▶ [Material supplied]
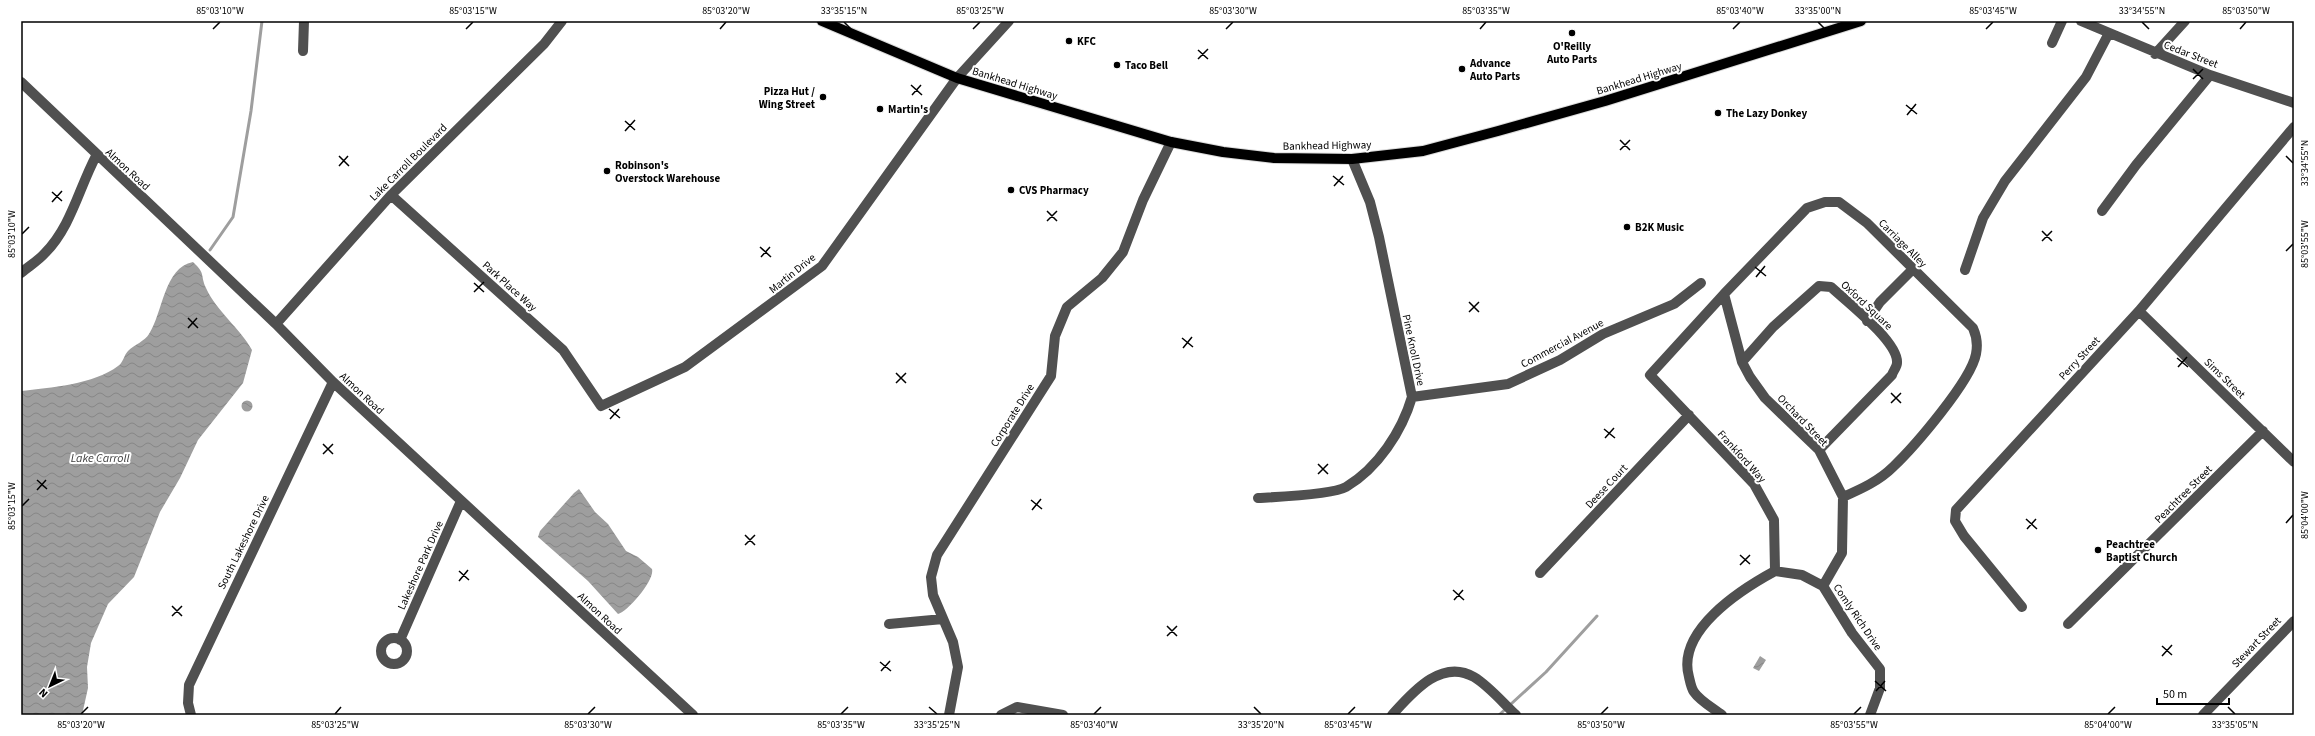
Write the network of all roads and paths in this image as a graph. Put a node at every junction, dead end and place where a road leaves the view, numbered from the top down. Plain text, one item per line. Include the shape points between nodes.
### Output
1 (304, 21) edge
2 (562, 21) edge
3 (822, 21) edge
4 (1009, 21) edge
5 (1861, 21) edge
6 (2062, 21) edge
7 (2081, 21) edge
8 (2185, 21) edge
9 (2109, 33) junction
10 (2052, 43) dead end
11 (303, 51) dead end
12 (2155, 54) junction
13 (2210, 75) junction
14 (957, 78) junction
15 (21, 82) edge
16 (2294, 103) edge
17 (2294, 127) edge
18 (1171, 142) junction
19 (96, 156) junction
20 (1352, 159) junction
21 (391, 195) junction
22 (2102, 211) dead end
23 (1912, 270) junction
24 (1965, 270) dead end
25 (21, 273) edge
26 (1701, 283) dead end
27 (1724, 294) junction
28 (2139, 311) junction
29 (1867, 321) junction
30 (276, 324) junction
31 (1742, 362) junction
32 (1650, 375) joint
33 (333, 382) junction
34 (1412, 397) junction
35 (601, 406) joint
36 (1688, 416) junction
37 (2263, 431) junction
38 (1819, 450) junction
39 (2294, 462) edge
40 (1258, 498) dead end
41 (1844, 498) junction
42 (461, 501) junction
43 (1775, 571) junction
44 (1540, 573) dead end
45 (1823, 586) junction
46 (2022, 607) dead end
47 (943, 619) junction
48 (2294, 621) edge
49 (889, 624) dead end
50 (2068, 624) dead end
51 (400, 640) dead end
52 (2206, 714) edge
53 (191, 715) edge
54 (693, 715) edge
55 (949, 715) edge
56 (1001, 715) edge
57 (1063, 715) edge
58 (1392, 715) edge
59 (1516, 715) edge
60 (1722, 715) edge
61 (1870, 715) edge

1 - 11 street
2 - 21 street, Lake Carroll Boulevard via 544,44
3 - 14 main road, Bankhead Highway
4 - 14 street, Martin Drive
5 - 20 main road, Bankhead Highway via 1605,101 1491,133 1423,151
6 - 10 street
7 - 9 street, Cedar Street
8 - 12 street
9 - 12 street, Cedar Street
9 - 24 street via 2086,77 2005,181 1983,218
12 - 13 street, Cedar Street
13 - 16 street, Cedar Street
13 - 22 street via 2136,164
14 - 18 main road, Bankhead Highway
14 - 35 street, Martin Drive via 822,266 685,367
15 - 19 street, Almon Road
17 - 28 street, Perry Street
18 - 20 main road, Bankhead Highway via 1274,158
18 - 47 street, Corporate Drive via 1143,200 1123,252 1102,278 1067,307 1055,336 1051,376 937,555 931,577
19 - 25 street via 59,236 45,253
19 - 30 street, Almon Road
20 - 34 street, Pine Knoll Drive via 1370,202 1379,237
21 - 30 street, Lake Carroll Boulevard
21 - 35 street, Park Place Way via 563,350
23 - 27 street, Carriage Alley via 1867,223 1839,202 1825,202 1807,208
23 - 29 street via 1884,298
23 - 41 street, Carriage Alley via 1973,328 1978,340 1976,355 1970,372 1942,411 1893,468 1869,486
26 - 34 street, Commercial Avenue via 1674,304 1603,334 1560,360 1508,384
27 - 31 street, Orchard Street
27 - 32 street, Carriage Alley
28 - 37 street, Sims Street
28 - 46 street, Perry Street via 1956,510 1955,521 1964,536
29 - 31 street, Oxford Square via 1831,287 1819,286 1774,327
29 - 38 street, Oxford Square via 1891,346 1897,363 1892,375
30 - 33 street, Almon Road
31 - 38 street, Orchard Street via 1765,398
32 - 36 street, Frankford Way
33 - 42 street, Almon Road
33 - 53 street, South Lakeshore Drive via 189,684 188,703
34 - 40 street, Pine Knoll Drive via 1406,417 1396,436 1373,465 1346,487 1310,494
36 - 43 street, Frankford Way via 1754,484 1774,520
36 - 44 street, Deese Court
37 - 39 street, Sims Street
37 - 50 street, Peachtree Street
38 - 41 street, Orchard Street
41 - 45 street, Orchard Street via 1842,554
42 - 51 street, Lakeshore Park Drive
42 - 54 street, Almon Road
43 - 45 street, Comly Rich Drive via 1802,575
43 - 60 street via 1705,623 1694,638 1688,654 1686,666 1693,691
45 - 61 street, Comly Rich Drive via 1852,633 1880,669 1880,688
47 - 49 street
47 - 55 street, Corporate Drive via 953,642 958,668
48 - 52 street, Stewart Street
56 - 57 street via 1017,707
58 - 59 street via 1415,690 1439,674 1458,671 1475,678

▶ [Your task] State how many lines of the records hold the string "Lakeshore", and nothing else.

▶ [Answer to this exercise] 2